## Given data:
►
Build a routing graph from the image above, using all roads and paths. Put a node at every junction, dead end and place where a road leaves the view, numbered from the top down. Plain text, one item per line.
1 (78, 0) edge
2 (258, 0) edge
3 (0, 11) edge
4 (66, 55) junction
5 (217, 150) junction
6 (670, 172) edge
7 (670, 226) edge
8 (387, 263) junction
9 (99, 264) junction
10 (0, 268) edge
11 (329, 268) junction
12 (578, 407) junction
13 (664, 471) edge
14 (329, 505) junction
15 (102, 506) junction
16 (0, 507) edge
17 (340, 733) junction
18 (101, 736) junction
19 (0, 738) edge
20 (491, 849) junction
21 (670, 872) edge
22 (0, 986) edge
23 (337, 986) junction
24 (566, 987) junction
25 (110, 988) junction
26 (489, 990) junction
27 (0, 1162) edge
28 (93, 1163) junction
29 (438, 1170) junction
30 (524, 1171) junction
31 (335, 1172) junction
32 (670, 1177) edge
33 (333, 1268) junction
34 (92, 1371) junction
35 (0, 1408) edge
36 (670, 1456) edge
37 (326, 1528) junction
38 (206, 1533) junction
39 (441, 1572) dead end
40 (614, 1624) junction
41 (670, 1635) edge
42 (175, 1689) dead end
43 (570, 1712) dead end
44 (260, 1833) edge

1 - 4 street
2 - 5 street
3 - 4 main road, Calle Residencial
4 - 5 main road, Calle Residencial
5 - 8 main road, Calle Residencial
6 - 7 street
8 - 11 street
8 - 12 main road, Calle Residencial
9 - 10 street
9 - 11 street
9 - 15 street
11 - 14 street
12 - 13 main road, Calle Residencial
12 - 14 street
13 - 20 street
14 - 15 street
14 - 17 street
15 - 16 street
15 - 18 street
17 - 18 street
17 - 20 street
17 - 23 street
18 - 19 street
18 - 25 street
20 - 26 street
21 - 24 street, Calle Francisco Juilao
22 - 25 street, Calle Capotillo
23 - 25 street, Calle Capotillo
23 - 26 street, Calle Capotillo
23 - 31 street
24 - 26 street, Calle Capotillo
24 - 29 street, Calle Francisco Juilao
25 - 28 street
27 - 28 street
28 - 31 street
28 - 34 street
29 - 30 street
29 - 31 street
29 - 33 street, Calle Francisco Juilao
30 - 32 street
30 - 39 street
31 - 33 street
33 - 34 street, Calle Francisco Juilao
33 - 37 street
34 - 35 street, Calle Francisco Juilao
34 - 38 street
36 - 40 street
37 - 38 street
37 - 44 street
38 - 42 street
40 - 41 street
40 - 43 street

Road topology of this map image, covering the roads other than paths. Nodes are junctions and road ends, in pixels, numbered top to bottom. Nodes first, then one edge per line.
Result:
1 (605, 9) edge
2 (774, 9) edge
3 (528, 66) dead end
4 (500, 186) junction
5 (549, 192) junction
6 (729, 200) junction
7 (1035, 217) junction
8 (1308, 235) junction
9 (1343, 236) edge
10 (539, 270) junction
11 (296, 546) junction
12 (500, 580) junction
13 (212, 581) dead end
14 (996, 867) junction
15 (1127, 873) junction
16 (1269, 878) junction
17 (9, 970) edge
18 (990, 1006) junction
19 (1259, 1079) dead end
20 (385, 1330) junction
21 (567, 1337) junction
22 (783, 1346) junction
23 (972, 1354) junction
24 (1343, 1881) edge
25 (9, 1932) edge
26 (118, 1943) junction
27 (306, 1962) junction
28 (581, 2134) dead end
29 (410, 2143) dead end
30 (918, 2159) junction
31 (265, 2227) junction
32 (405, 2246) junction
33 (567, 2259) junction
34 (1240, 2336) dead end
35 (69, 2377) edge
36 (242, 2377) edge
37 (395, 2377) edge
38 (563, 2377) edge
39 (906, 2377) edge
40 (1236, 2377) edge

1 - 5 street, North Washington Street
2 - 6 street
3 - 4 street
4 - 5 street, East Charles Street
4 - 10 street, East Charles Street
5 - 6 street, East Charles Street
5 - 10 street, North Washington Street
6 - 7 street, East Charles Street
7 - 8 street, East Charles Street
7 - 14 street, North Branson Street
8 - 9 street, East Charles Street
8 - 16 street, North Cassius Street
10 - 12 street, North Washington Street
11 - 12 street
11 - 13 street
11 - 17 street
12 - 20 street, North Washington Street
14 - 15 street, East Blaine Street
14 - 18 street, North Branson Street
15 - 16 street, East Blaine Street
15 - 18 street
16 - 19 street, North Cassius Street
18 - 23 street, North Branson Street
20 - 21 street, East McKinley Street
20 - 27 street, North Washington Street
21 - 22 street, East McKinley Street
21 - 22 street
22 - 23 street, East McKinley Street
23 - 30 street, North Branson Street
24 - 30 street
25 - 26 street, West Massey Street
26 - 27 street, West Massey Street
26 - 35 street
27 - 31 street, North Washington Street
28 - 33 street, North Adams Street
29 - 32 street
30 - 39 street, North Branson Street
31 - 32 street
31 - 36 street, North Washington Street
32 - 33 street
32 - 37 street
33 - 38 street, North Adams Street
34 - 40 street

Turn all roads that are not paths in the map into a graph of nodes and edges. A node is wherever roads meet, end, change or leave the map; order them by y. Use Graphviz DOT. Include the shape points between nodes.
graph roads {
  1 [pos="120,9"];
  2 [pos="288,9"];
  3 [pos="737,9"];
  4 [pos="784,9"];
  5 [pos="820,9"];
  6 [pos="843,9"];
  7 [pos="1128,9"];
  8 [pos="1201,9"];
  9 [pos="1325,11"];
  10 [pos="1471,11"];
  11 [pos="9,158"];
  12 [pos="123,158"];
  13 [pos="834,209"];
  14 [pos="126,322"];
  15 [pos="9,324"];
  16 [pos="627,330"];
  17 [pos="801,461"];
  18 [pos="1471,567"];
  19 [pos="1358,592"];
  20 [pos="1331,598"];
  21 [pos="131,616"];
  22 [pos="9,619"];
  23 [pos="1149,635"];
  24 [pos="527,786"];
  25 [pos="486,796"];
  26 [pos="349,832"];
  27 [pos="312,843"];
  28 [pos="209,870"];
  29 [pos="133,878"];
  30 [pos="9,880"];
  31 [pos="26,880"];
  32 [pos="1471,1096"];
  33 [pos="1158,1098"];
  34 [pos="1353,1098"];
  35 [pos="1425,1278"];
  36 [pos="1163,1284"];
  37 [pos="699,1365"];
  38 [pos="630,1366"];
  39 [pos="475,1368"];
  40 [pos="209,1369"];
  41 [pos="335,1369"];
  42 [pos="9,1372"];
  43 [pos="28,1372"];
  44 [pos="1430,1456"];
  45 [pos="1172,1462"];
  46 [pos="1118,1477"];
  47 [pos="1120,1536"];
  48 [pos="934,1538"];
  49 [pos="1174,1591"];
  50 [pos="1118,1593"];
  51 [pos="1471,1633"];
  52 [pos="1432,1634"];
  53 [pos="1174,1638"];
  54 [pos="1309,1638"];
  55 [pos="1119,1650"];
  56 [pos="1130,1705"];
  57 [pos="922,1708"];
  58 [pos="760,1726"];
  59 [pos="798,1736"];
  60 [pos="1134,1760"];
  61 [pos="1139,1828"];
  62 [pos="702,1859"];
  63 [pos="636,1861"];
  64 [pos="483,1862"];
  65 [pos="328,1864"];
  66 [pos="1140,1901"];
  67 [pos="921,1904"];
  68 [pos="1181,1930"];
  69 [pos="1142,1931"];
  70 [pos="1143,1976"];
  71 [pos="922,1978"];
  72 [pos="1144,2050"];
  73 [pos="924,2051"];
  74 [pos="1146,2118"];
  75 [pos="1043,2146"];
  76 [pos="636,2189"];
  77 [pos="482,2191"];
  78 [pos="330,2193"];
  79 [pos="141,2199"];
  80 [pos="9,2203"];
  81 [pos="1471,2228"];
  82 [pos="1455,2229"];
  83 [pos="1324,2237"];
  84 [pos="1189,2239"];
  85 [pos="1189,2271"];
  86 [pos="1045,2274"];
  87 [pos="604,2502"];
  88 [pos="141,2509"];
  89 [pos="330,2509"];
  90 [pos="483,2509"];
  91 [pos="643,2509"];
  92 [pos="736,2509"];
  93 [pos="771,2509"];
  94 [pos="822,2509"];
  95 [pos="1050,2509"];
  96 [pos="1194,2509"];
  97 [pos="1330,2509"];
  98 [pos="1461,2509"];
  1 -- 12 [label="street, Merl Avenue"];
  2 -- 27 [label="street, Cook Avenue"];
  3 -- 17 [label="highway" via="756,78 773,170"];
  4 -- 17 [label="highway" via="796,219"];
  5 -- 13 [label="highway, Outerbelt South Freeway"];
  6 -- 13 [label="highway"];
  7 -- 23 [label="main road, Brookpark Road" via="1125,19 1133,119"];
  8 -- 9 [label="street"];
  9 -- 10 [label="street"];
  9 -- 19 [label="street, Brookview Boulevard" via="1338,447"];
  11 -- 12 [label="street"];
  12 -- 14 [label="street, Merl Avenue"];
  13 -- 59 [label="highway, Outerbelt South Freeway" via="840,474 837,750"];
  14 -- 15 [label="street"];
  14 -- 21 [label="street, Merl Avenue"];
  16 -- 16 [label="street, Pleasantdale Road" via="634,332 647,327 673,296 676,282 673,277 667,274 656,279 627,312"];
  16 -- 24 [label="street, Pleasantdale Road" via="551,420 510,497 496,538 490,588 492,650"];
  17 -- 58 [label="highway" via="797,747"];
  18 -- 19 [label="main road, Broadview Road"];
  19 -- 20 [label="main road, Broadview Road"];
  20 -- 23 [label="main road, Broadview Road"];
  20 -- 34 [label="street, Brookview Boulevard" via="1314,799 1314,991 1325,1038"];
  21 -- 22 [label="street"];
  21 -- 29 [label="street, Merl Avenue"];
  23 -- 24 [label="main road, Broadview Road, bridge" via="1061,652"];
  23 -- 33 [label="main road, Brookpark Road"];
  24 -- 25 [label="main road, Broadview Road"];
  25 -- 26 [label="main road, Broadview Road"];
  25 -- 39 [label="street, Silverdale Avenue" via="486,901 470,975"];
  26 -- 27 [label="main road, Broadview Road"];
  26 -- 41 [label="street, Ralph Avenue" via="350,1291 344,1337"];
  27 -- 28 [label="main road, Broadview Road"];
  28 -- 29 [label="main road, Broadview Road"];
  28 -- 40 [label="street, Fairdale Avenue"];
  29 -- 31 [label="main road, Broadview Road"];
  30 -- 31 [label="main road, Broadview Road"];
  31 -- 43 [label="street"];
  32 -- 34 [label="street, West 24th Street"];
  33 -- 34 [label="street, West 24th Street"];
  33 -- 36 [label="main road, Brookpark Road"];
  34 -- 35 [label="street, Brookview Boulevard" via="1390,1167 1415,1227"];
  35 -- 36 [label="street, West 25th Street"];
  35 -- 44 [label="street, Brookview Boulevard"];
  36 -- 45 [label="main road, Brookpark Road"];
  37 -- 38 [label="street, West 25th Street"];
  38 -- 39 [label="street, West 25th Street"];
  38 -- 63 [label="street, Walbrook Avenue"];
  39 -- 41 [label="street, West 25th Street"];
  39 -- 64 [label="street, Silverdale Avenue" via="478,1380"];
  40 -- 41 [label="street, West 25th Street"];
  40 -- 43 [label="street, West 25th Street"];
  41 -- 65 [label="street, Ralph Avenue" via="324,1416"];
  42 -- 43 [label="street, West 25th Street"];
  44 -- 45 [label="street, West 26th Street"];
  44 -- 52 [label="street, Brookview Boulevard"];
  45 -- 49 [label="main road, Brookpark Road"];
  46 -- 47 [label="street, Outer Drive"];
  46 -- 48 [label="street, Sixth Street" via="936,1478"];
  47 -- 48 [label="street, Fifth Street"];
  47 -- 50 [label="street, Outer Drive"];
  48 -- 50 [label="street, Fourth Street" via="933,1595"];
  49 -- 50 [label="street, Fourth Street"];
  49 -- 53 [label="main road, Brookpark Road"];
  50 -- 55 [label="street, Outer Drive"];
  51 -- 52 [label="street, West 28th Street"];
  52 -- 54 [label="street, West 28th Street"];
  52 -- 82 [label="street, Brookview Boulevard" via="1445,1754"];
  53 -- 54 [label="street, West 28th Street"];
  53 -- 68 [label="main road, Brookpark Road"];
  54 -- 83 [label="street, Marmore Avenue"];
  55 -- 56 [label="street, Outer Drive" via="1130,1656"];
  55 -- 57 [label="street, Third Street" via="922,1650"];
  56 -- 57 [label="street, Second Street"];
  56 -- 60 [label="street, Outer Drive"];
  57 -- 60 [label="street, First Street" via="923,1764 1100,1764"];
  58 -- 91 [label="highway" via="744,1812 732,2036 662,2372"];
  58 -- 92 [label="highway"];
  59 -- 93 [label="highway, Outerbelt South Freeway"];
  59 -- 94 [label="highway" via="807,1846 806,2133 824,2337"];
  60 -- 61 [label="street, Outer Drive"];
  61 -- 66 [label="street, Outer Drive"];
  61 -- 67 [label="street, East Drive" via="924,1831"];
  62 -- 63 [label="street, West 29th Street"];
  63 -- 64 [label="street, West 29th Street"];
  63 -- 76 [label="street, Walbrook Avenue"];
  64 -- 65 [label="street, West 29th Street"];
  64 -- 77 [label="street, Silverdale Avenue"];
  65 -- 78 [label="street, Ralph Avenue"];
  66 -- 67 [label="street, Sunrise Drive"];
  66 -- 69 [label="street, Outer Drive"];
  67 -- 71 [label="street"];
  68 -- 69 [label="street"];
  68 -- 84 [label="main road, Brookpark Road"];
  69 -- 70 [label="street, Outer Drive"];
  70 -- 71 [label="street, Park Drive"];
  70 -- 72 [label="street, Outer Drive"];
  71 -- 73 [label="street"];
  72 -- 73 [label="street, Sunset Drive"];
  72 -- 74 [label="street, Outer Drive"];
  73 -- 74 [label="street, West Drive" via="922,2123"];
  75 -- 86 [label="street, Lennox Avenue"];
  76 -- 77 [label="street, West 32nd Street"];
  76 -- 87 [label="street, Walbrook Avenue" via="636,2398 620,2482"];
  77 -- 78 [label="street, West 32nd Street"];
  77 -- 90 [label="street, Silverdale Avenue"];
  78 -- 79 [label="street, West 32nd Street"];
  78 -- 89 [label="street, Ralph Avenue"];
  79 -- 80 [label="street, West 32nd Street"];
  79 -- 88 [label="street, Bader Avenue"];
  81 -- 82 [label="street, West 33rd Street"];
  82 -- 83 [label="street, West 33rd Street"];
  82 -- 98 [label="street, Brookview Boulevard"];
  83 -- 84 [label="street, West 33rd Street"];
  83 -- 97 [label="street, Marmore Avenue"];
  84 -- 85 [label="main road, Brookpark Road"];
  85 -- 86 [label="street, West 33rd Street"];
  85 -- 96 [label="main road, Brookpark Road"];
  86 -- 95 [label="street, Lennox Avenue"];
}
◄
## Aim of the task:
Only the number is wanted: how many lines of the material contain the word "roads"?

## Solution below:
4